**Brief**
Copy exactly the lines that run from the top of the listing to the line containing "newpath 0 360", both ends included, and omit the pictures.

**Supplied material**
:::

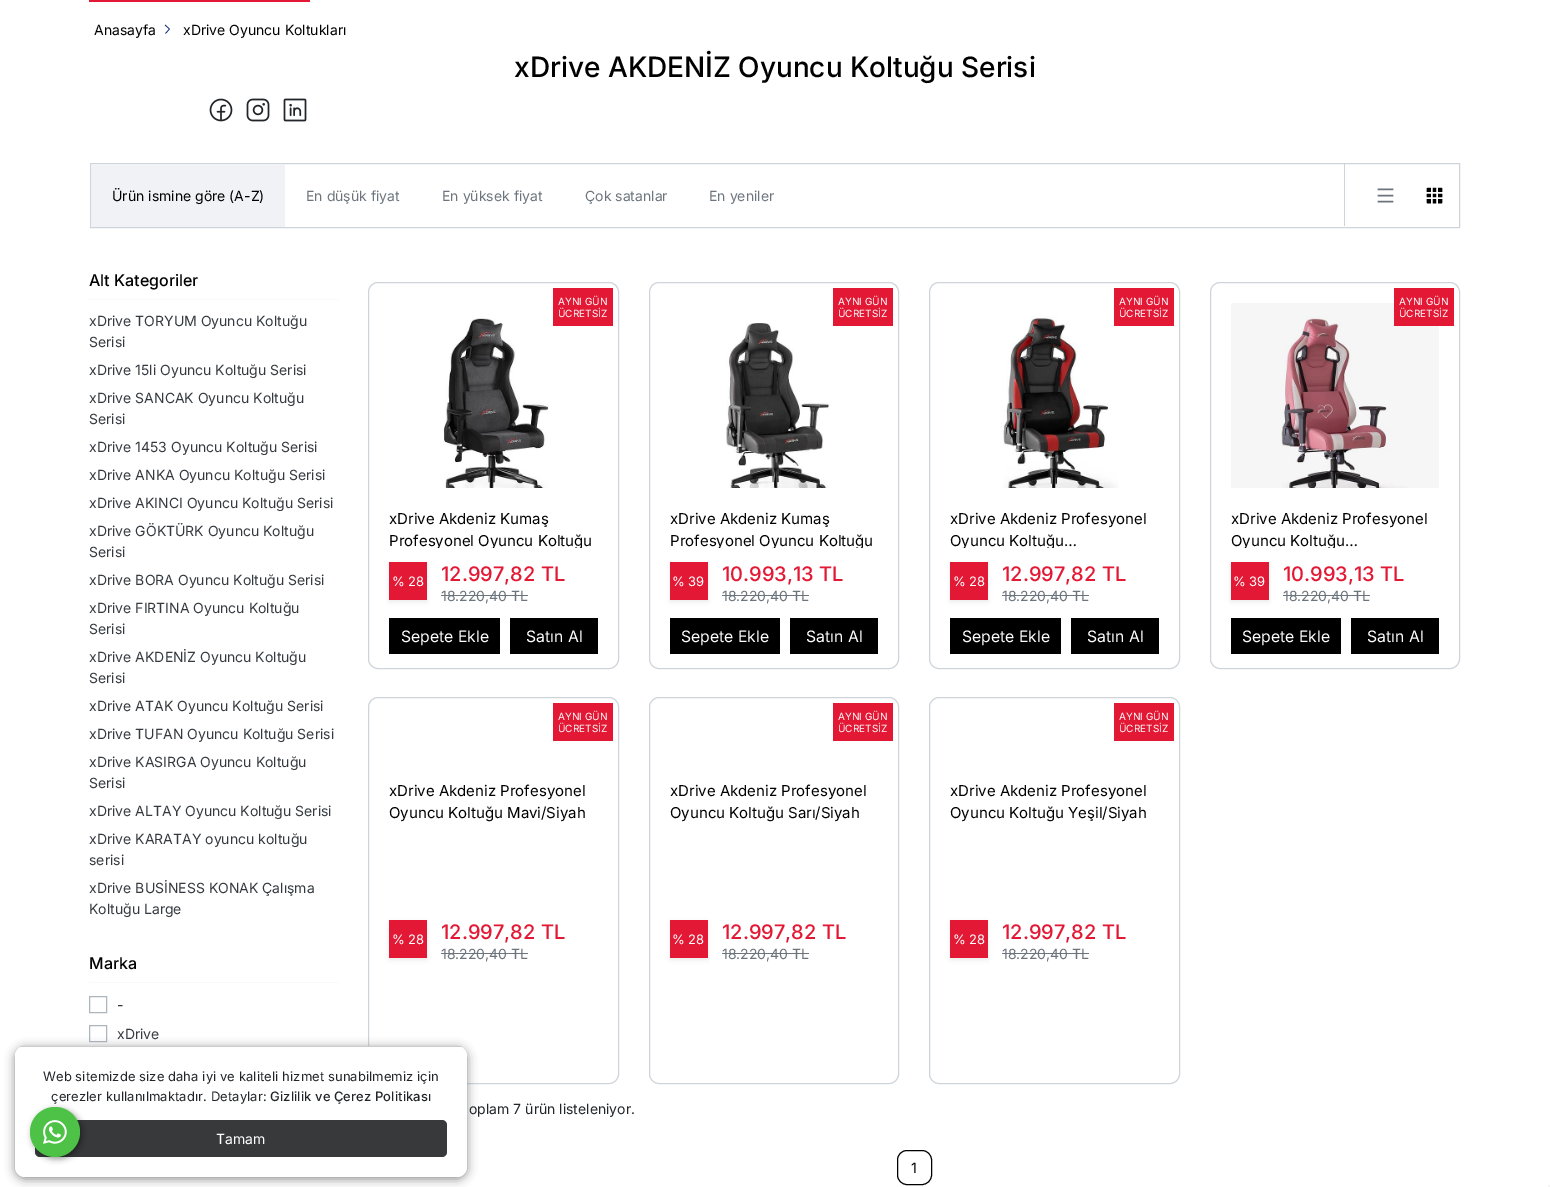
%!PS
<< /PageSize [1550 1187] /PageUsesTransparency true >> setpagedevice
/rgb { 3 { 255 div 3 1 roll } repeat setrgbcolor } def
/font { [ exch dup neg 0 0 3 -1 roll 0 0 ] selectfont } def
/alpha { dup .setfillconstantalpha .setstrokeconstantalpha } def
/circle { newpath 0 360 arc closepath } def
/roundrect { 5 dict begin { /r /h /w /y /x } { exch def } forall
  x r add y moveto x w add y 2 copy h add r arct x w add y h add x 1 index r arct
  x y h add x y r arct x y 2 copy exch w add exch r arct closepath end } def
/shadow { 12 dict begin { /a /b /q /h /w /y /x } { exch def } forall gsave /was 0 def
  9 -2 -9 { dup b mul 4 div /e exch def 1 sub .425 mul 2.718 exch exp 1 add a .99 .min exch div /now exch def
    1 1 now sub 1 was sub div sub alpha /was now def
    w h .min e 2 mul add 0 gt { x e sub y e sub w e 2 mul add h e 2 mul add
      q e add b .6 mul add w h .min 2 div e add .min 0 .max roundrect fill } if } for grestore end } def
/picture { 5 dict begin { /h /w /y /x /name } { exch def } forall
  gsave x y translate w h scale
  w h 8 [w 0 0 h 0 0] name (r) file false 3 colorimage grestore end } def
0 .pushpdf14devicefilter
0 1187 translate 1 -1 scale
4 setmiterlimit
255 255 255 rgb
0 0 1550 1187 rectfill
226 24 52 rgb
89 0 221 2 rectfill
16 49 120 rgb
0.7 setlinewidth
165 25 moveto 169.5 29 lineto 165.5 33.5 lineto stroke
(img/1.rgb) 209 98 24 24 picture
(img/2.rgb) 246 98 24 24 picture
(img/3.rgb) 283 98 24 24 picture
173 181 189 rgb
1 setlinewidth
89.5 1025.5 17 16 rectstroke
206 212 218 rgb
368.5 697.5 250 386 9.5 roundrect stroke
136 136 136 rgb
15 1048 452 131 10 5 1 shadow
255 255 255 rgb
15 1046 452 131 10 roundrect fill
204 204 204 rgb
20 1046 442 1 rectfill
55 57 59 rgb
35 1120 412 37 5 roundrect fill
206 212 218 rgb
90.5 163.5 1369 64 rectstroke
240 242 245 rgb
91 164 194 63 rectfill
206 212 218 rgb
1344 164 1 62 rectfill
(img/4.rgb) 1377 188 17 15 picture
(img/5.rgb) 1426 187 17 17 picture
248 249 250 rgb
89 299 250 1 rectfill
89 982 250 1 rectfill
173 181 189 rgb
89.5 996.5 17 16 rectstroke
206 212 218 rgb
368.5 282.5 250 386 9.5 roundrect stroke
226 24 52 rgb
553 288 60 38 rectfill
0 0 0 rgb
389 564 38 38 0 2 0.07 shadow
[
  [389 562 38 38 226 24 52]
  [441 595 87 1 108 117 125]
  [389 618 111 36 0 0 0]
  [510 618 88 36 0 0 0]
] { aload pop rgb rectfill } forall
(img/6.rgb) 443 318 106 170 picture
206 212 218 rgb
649.5 282.5 249 386 9.5 roundrect stroke
226 24 52 rgb
833 288 60 38 rectfill
0 0 0 rgb
670 564 38 38 0 2 0.07 shadow
[
  [670 562 38 38 226 24 52]
  [722 595 87 1 108 117 125]
  [670 618 110 36 0 0 0]
  [790 618 88 36 0 0 0]
] { aload pop rgb rectfill } forall
(img/7.rgb) 726 323 104 165 picture
206 212 218 rgb
929.5 282.5 250 386 9.5 roundrect stroke
(img/8.rgb) 1003 316 116 172 picture
226 24 52 rgb
1114 288 60 38 rectfill
0 0 0 rgb
950 564 38 38 0 2 0.07 shadow
[
  [950 562 38 38 226 24 52]
  [1002 595 87 1 108 117 125]
  [950 618 111 36 0 0 0]
  [1071 618 88 36 0 0 0]
] { aload pop rgb rectfill } forall
206 212 218 rgb
1210.5 282.5 249 386 9.5 roundrect stroke
(img/9.rgb) 1231 303 208 185 picture
226 24 52 rgb
1394 288 60 38 rectfill
0 0 0 rgb
1231 564 38 38 0 2 0.07 shadow
[
  [1231 562 38 38 226 24 52]
  [1283 595 87 1 108 117 125]
  [1231 618 110 36 0 0 0]
  [1351 618 88 36 0 0 0]
  [553 703 60 38 226 24 52]
] { aload pop rgb rectfill } forall
0 0 0 rgb
389 922 38 38 0 2 0.07 shadow
226 24 52 rgb
389 920 38 38 rectfill
108 117 125 rgb
441 953 87 1 rectfill
206 212 218 rgb
649.5 697.5 249 386 9.5 roundrect stroke
226 24 52 rgb
833 703 60 38 rectfill
0 0 0 rgb
670 922 38 38 0 2 0.07 shadow
226 24 52 rgb
670 920 38 38 rectfill
108 117 125 rgb
722 953 87 1 rectfill
206 212 218 rgb
929.5 697.5 250 386 9.5 roundrect stroke
226 24 52 rgb
1114 703 60 38 rectfill
0 0 0 rgb
950 922 38 38 0 2 0.07 shadow
226 24 52 rgb
950 920 38 38 rectfill
108 117 125 rgb
1002 953 87 1 rectfill
0 0 0 rgb
897.5 1150.5 34 34 9.5 roundrect stroke
32 1109 50 50 25 3 0.4 shadow
77 194 71 rgb
55 1132 25 circle fill
(img/10.rgb) 43 1120 24 24 picture
245 245 245 rgb
1548 1185 2 2 rectfill
/Inter-Regular 14 font
0 0 0 rgb
94 35 moveto (Anasayfa) show
183 35 moveto (xDrive Oyuncu Koltukları) show
/Inter-Medium 28 font
514 77 moveto (xDrive AKDENİZ Oyuncu Koltuğu Serisi) show
/Inter-Regular 13 font
33 37 41 rgb
43 1081 moveto 0.1 0 (Web sitemizde size daha iyi ve kaliteli hizmet sunabilmemiz için) ashow
51 1101 moveto 0.1 0 (çerezler kullanılmaktadır. Detaylar:) ashow
/Inter-Medium 13 font
270 1101 moveto 0.1 0 (Gizlilik ve Çerez Politikası) ashow
/Inter-Regular 14 font
255 255 255 rgb
216 1144 moveto (Tamam) show
0 0 0 rgb
112 201 moveto (Ürün ismine göre \(A-Z\)) show
108 117 125 rgb
[
  [(En düşük fiyat) 306 201]
  [(En yüksek fiyat) 442 201]
  [(Çok satanlar) 585 201]
  [(En yeniler) 709 201]
] { aload pop moveto show } forall
/Inter-Medium 16 font
0 0 0 rgb
89 286 moveto (Alt Kategoriler) show
/Inter-Regular 14 font
52 58 64 rgb
[
  [(xDrive TORYUM Oyuncu Koltuğu) 89 326]
  [(Serisi) 89 347]
  [(xDrive 15li Oyuncu Koltuğu Serisi) 89 375]
  [(xDrive SANCAK Oyuncu Koltuğu) 89 403]
  [(Serisi) 89 424]
  [(xDrive 1453 Oyuncu Koltuğu Serisi) 89 452]
  [(xDrive ANKA Oyuncu Koltuğu Serisi) 89 480]
  [(xDrive AKINCI Oyuncu Koltuğu Serisi) 89 508]
  [(xDrive GÖKTÜRK Oyuncu Koltuğu) 89 536]
  [(Serisi) 89 557]
  [(xDrive BORA Oyuncu Koltuğu Serisi) 89 585]
  [(xDrive FIRTINA Oyuncu Koltuğu) 89 613]
  [(Serisi) 89 634]
  [(xDrive AKDENİZ Oyuncu Koltuğu) 89 662]
  [(Serisi) 89 683]
  [(xDrive ATAK Oyuncu Koltuğu Serisi) 89 711]
  [(xDrive TUFAN Oyuncu Koltuğu Serisi) 89 739]
  [(xDrive KASIRGA Oyuncu Koltuğu) 89 767]
  [(Serisi) 89 788]
  [(xDrive ALTAY Oyuncu Koltuğu Serisi) 89 816]
  [(xDrive KARATAY oyuncu koltuğu) 89 844]
  [(serisi) 89 865]
  [(xDrive BUSİNESS KONAK Çalışma) 89 893]
  [(Koltuğu Large) 89 914]
] { aload pop moveto show } forall
/Inter-Medium 16 font
0 0 0 rgb
89 969 moveto (Marka) show
/Inter-Regular 14 font
52 58 64 rgb
117 1010 moveto (-) show
117 1039 moveto (xDrive) show
/Inter-Regular 10 font
255 255 255 rgb
558 305 moveto (AYNI GÜN) show
558 317 moveto (ÜCRETSİZ) show
/Inter-Regular 15 font
0 0 0 rgb
389 524 moveto (xDrive Akdeniz Kumaş) show
gsave
389 508 209 40 rectclip
389 546 moveto (Profesyonel Oyuncu Koltuğu) show
grestore
/Inter-Regular 13 font
255 255 255 rgb
392 586 moveto (% 28) show
/Inter-Medium 20 font
226 24 52 rgb
441 581 moveto (12.997,82 TL) show
/Inter-Regular 14 font
108 117 125 rgb
441 601 moveto (18.220,40 TL) show
/Inter-Regular 15.75 font
255 255 255 rgb
401 642 moveto (Sepete Ekle) show
526 642 moveto (Satın Al) show
/Inter-Regular 10 font
838 305 moveto (AYNI GÜN) show
838 317 moveto (ÜCRETSİZ) show
/Inter-Regular 15 font
0 0 0 rgb
670 524 moveto (xDrive Akdeniz Kumaş) show
gsave
670 508 208 40 rectclip
670 546 moveto (Profesyonel Oyuncu Koltuğu) show
grestore
/Inter-Regular 13 font
255 255 255 rgb
672 586 moveto (% 39) show
/Inter-Medium 20 font
226 24 52 rgb
722 581 moveto (10.993,13 TL) show
/Inter-Regular 14 font
108 117 125 rgb
722 601 moveto (18.220,40 TL) show
/Inter-Regular 15.75 font
255 255 255 rgb
681 642 moveto (Sepete Ekle) show
806 642 moveto (Satın Al) show
/Inter-Regular 10 font
1119 305 moveto (AYNI GÜN) show
1119 317 moveto (ÜCRETSİZ) show
/Inter-Regular 15 font
0 0 0 rgb
950 524 moveto (xDrive Akdeniz Profesyonel) show
gsave
950 508 209 40 rectclip
950 546 moveto (Oyuncu Koltuğu…) show
grestore
/Inter-Regular 13 font
255 255 255 rgb
953 586 moveto (% 28) show
/Inter-Medium 20 font
226 24 52 rgb
1002 581 moveto (12.997,82 TL) show
/Inter-Regular 14 font
108 117 125 rgb
1002 601 moveto (18.220,40 TL) show
/Inter-Regular 15.75 font
255 255 255 rgb
962 642 moveto (Sepete Ekle) show
1087 642 moveto (Satın Al) show
/Inter-Regular 10 font
1399 305 moveto (AYNI GÜN) show
1399 317 moveto (ÜCRETSİZ) show
/Inter-Regular 15 font
0 0 0 rgb
1231 524 moveto (xDrive Akdeniz Profesyonel) show
gsave
1231 508 208 40 rectclip
1231 546 moveto (Oyuncu Koltuğu…) show
grestore
/Inter-Regular 13 font
255 255 255 rgb
1233 586 moveto (% 39) show
/Inter-Medium 20 font
226 24 52 rgb
1283 581 moveto (10.993,13 TL) show
/Inter-Regular 14 font
108 117 125 rgb
1283 601 moveto (18.220,40 TL) show
/Inter-Regular 15.75 font
255 255 255 rgb
1242 642 moveto (Sepete Ekle) show
1367 642 moveto (Satın Al) show
/Inter-Regular 10 font
558 720 moveto (AYNI GÜN) show
558 732 moveto (ÜCRETSİZ) show
/Inter-Regular 15 font
0 0 0 rgb
389 796 moveto (xDrive Akdeniz Profesyonel) show
389 818 moveto (Oyuncu Koltuğu Mavi/Siyah) show
/Inter-Regular 13 font
255 255 255 rgb
392 944 moveto (% 28) show
/Inter-Medium 20 font
226 24 52 rgb
441 939 moveto (12.997,82 TL) show
/Inter-Regular 14 font
108 117 125 rgb
441 959 moveto (18.220,40 TL) show
/Inter-Regular 10 font
255 255 255 rgb
838 720 moveto (AYNI GÜN) show
838 732 moveto (ÜCRETSİZ) show
/Inter-Regular 15 font
0 0 0 rgb
670 796 moveto (xDrive Akdeniz Profesyonel) show
670 818 moveto (Oyuncu Koltuğu Sarı/Siyah) show
/Inter-Regular 13 font
255 255 255 rgb
672 944 moveto (% 28) show
/Inter-Medium 20 font
226 24 52 rgb
722 939 moveto (12.997,82 TL) show
/Inter-Regular 14 font
108 117 125 rgb
722 959 moveto (18.220,40 TL) show
/Inter-Regular 10 font
255 255 255 rgb
1119 720 moveto (AYNI GÜN) show
1119 732 moveto (ÜCRETSİZ) show
/Inter-Regular 15 font
0 0 0 rgb
950 796 moveto (xDrive Akdeniz Profesyonel) show
950 818 moveto (Oyuncu Koltuğu Yeşil/Siyah) show
/Inter-Regular 13 font
255 255 255 rgb
953 944 moveto (% 28) show
/Inter-Medium 20 font
226 24 52 rgb
1002 939 moveto (12.997,82 TL) show
/Inter-Regular 14 font
108 117 125 rgb
1002 959 moveto (18.220,40 TL) show
33 37 41 rgb
469 1114 moveto (oplam 7 ürün listeleniyor.) show
0 0 0 rgb
911 1173 moveto (1) show
.poppdf14devicefilter showpage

:::

**Reply**
%!PS
<< /PageSize [1550 1187] /PageUsesTransparency true >> setpagedevice
/rgb { 3 { 255 div 3 1 roll } repeat setrgbcolor } def
/font { [ exch dup neg 0 0 3 -1 roll 0 0 ] selectfont } def
/alpha { dup .setfillconstantalpha .setstrokeconstantalpha } def
/circle { newpath 0 360 arc closepath } def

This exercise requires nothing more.